** DATA TO USE follows **

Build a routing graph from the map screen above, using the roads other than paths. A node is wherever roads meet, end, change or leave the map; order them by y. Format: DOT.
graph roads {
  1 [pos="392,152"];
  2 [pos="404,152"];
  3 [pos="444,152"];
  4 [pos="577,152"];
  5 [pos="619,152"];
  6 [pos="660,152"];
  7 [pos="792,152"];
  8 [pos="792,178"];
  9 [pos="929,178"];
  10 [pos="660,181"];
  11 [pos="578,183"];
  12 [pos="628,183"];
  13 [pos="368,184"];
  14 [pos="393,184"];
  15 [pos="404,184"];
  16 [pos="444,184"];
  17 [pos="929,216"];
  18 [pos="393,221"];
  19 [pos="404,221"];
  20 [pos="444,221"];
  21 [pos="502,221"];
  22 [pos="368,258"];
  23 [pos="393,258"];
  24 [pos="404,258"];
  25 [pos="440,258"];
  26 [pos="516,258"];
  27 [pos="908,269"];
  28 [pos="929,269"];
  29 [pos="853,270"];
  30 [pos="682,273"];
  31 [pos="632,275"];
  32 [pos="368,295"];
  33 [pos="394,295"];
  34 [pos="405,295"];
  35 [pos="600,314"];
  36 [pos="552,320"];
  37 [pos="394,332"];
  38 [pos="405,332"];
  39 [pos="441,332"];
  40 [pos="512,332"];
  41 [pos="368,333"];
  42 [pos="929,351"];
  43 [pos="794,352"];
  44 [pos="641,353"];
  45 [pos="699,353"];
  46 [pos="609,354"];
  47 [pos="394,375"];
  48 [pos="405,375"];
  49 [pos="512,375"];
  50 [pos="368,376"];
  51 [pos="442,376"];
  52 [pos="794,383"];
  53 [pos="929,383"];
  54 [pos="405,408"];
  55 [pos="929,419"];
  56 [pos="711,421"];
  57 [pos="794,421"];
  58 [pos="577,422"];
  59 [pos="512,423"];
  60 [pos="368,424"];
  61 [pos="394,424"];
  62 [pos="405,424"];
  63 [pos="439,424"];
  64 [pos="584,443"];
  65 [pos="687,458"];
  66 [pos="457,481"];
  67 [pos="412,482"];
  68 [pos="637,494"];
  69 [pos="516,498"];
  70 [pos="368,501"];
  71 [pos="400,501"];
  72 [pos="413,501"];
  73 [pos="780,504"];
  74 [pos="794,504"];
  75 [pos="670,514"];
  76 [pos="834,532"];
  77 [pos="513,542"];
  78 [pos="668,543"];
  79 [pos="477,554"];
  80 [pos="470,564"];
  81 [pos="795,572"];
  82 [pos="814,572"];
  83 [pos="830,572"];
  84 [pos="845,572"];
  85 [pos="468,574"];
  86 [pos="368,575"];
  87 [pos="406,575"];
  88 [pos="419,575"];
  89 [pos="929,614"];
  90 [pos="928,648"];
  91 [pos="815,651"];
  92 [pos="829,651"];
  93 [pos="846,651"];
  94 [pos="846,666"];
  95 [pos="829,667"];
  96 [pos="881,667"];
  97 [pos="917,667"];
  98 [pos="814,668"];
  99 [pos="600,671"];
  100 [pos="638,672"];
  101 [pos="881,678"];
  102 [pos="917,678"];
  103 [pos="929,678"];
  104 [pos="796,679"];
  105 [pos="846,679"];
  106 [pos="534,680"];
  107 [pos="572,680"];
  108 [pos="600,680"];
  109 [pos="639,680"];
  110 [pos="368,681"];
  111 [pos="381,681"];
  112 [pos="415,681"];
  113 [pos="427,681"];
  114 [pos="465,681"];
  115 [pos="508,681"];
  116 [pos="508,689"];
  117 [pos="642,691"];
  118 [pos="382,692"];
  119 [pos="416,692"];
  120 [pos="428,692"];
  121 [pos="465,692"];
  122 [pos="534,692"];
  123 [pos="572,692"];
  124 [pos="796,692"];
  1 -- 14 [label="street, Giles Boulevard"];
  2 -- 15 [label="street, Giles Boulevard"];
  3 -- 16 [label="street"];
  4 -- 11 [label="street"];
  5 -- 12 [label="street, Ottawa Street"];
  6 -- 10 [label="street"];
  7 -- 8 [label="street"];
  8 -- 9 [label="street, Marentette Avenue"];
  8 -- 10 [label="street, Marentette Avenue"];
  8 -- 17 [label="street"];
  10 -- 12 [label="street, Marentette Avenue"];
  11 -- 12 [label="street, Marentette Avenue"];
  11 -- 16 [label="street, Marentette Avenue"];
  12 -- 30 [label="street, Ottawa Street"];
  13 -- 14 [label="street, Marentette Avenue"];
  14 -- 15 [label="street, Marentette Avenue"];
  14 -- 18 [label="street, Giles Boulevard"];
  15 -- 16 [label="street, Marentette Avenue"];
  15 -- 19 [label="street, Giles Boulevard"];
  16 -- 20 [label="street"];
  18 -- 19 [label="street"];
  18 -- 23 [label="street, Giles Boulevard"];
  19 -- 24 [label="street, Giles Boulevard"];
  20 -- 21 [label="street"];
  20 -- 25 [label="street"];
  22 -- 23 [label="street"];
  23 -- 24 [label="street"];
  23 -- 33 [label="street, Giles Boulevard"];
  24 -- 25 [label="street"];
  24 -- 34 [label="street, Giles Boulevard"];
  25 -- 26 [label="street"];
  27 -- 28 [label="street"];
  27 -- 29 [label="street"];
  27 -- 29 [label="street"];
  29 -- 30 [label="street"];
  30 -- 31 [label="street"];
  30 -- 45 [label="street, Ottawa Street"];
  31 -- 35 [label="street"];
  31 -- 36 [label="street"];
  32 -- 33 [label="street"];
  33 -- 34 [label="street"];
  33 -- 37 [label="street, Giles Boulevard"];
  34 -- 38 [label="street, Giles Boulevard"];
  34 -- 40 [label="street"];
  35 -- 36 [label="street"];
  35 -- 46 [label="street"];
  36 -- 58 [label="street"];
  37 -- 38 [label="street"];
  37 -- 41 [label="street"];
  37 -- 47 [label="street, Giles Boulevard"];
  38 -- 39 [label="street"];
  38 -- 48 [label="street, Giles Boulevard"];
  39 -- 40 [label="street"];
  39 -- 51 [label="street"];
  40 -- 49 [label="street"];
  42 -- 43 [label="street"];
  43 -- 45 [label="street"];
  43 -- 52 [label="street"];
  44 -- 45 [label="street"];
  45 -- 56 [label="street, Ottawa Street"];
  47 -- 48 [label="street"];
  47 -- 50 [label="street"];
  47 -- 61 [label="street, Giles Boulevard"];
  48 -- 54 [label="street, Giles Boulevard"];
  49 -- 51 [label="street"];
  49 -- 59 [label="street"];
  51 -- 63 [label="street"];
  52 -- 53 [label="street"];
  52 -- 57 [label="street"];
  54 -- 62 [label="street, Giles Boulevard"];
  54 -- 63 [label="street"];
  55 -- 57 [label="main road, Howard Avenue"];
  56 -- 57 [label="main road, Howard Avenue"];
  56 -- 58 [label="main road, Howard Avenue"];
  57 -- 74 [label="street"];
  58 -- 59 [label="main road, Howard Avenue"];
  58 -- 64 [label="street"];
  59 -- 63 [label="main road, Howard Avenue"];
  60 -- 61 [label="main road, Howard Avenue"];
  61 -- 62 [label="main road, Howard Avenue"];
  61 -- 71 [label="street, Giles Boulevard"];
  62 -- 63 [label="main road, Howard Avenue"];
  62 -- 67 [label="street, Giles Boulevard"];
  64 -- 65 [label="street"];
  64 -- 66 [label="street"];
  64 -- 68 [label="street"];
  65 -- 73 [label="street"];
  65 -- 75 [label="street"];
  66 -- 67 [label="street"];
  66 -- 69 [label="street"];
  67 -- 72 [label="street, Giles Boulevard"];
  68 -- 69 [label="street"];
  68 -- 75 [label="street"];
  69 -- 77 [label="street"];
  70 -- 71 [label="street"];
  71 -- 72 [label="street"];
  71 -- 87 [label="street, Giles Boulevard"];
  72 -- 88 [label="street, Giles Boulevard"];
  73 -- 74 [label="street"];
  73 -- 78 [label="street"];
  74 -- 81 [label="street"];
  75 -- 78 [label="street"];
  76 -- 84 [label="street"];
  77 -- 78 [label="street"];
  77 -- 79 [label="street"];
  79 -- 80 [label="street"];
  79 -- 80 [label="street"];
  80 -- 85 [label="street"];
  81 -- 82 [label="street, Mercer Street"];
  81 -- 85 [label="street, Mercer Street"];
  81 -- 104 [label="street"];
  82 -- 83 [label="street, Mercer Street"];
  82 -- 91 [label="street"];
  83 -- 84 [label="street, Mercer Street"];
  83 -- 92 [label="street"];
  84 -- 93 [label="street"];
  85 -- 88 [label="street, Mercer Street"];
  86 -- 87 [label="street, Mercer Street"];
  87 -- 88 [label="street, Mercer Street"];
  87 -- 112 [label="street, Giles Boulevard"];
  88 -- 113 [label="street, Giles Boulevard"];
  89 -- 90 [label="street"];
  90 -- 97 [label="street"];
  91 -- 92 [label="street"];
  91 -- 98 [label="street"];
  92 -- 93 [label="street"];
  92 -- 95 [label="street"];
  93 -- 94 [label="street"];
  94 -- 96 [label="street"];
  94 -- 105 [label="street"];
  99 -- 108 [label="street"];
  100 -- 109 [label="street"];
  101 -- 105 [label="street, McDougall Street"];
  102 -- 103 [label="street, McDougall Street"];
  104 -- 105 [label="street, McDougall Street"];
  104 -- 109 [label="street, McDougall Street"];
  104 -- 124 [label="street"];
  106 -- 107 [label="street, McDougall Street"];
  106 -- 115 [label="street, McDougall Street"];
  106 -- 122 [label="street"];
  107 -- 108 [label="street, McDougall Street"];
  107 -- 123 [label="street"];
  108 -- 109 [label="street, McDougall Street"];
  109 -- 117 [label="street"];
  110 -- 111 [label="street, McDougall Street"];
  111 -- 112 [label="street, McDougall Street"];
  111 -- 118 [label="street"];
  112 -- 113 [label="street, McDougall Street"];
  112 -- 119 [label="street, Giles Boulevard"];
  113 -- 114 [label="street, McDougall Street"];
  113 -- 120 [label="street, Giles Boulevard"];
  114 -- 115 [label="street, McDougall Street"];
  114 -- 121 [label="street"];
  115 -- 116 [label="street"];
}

** End of DATA TO USE **

## WHAT NEEDS TO BE DONE
The exercise is to copy out every line above that has the word "graph" in it.

## THE COMPLETED TASK
Build a routing graph from the map screen above, using the roads other than paths. A node is wherever roads meet, end, change or leave the map; order them by y. Format: DOT.
graph roads {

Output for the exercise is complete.